#### EXTRACTED INFORMATION ####

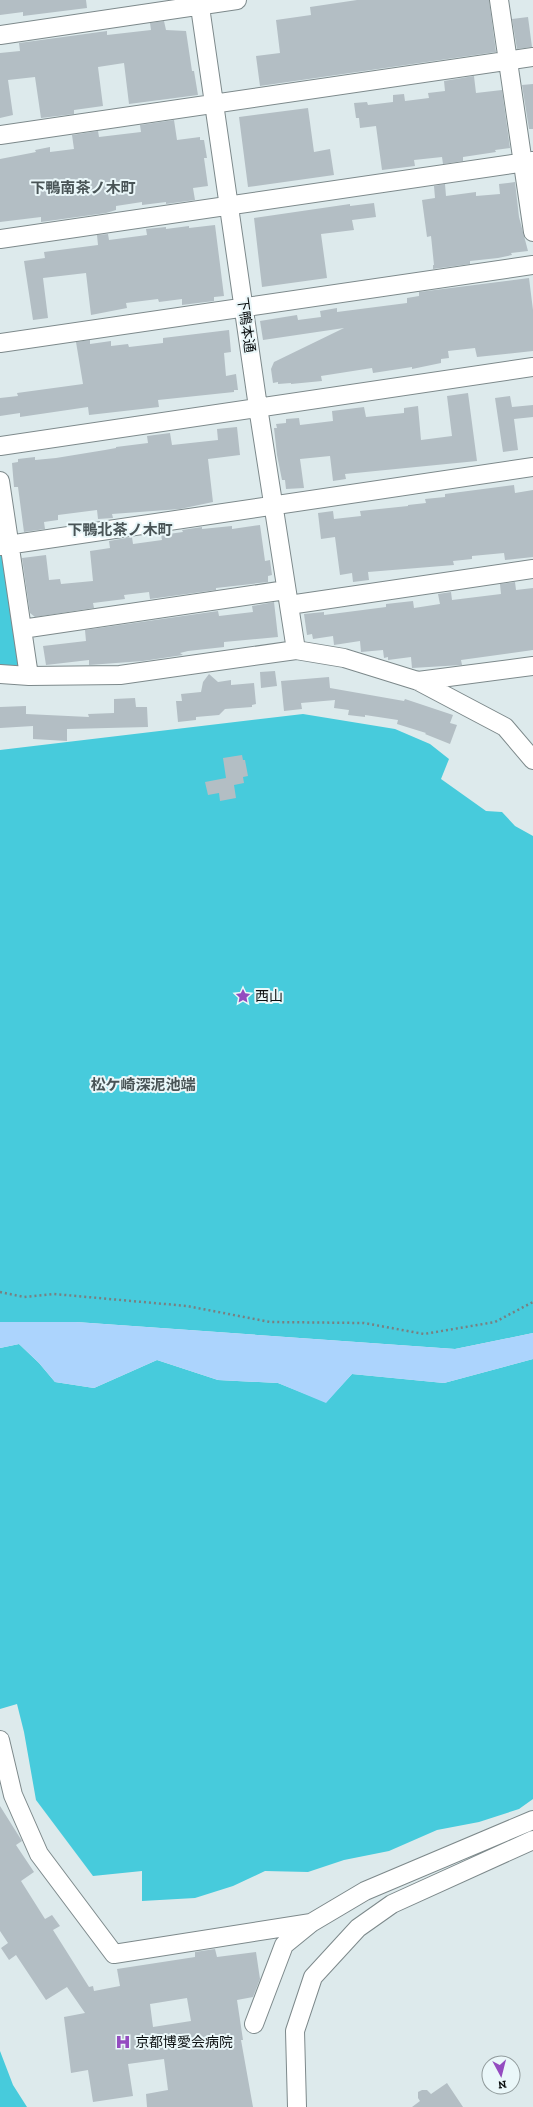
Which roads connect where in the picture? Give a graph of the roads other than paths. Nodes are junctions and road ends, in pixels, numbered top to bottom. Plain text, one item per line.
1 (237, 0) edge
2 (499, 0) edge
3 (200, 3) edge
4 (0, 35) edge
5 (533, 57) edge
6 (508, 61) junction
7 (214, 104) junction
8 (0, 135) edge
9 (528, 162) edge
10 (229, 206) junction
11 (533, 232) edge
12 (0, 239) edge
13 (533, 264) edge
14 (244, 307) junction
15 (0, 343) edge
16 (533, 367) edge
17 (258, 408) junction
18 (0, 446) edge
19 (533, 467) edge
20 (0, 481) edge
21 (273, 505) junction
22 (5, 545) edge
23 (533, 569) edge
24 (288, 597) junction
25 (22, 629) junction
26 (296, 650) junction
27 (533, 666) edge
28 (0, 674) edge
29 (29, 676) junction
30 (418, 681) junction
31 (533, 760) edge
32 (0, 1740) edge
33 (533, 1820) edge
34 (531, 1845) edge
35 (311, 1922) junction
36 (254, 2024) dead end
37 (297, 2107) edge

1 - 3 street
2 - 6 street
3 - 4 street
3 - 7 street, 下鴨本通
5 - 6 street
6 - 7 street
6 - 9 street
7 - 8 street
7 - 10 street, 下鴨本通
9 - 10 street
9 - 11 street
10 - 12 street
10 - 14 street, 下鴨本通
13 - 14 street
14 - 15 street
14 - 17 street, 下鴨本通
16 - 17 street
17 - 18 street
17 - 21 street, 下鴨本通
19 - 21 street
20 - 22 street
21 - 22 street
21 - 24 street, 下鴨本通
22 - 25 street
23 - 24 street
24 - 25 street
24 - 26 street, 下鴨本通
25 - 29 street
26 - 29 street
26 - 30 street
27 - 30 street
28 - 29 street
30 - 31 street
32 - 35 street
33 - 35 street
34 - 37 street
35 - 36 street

####

* **WHAT IS EXPECTED**: Where a line of the material holds the word "下鴨本通", copy that line.

* **RESPONSE AREA**:
3 - 7 street, 下鴨本通
7 - 10 street, 下鴨本通
10 - 14 street, 下鴨本通
14 - 17 street, 下鴨本通
17 - 21 street, 下鴨本通
21 - 24 street, 下鴨本通
24 - 26 street, 下鴨本通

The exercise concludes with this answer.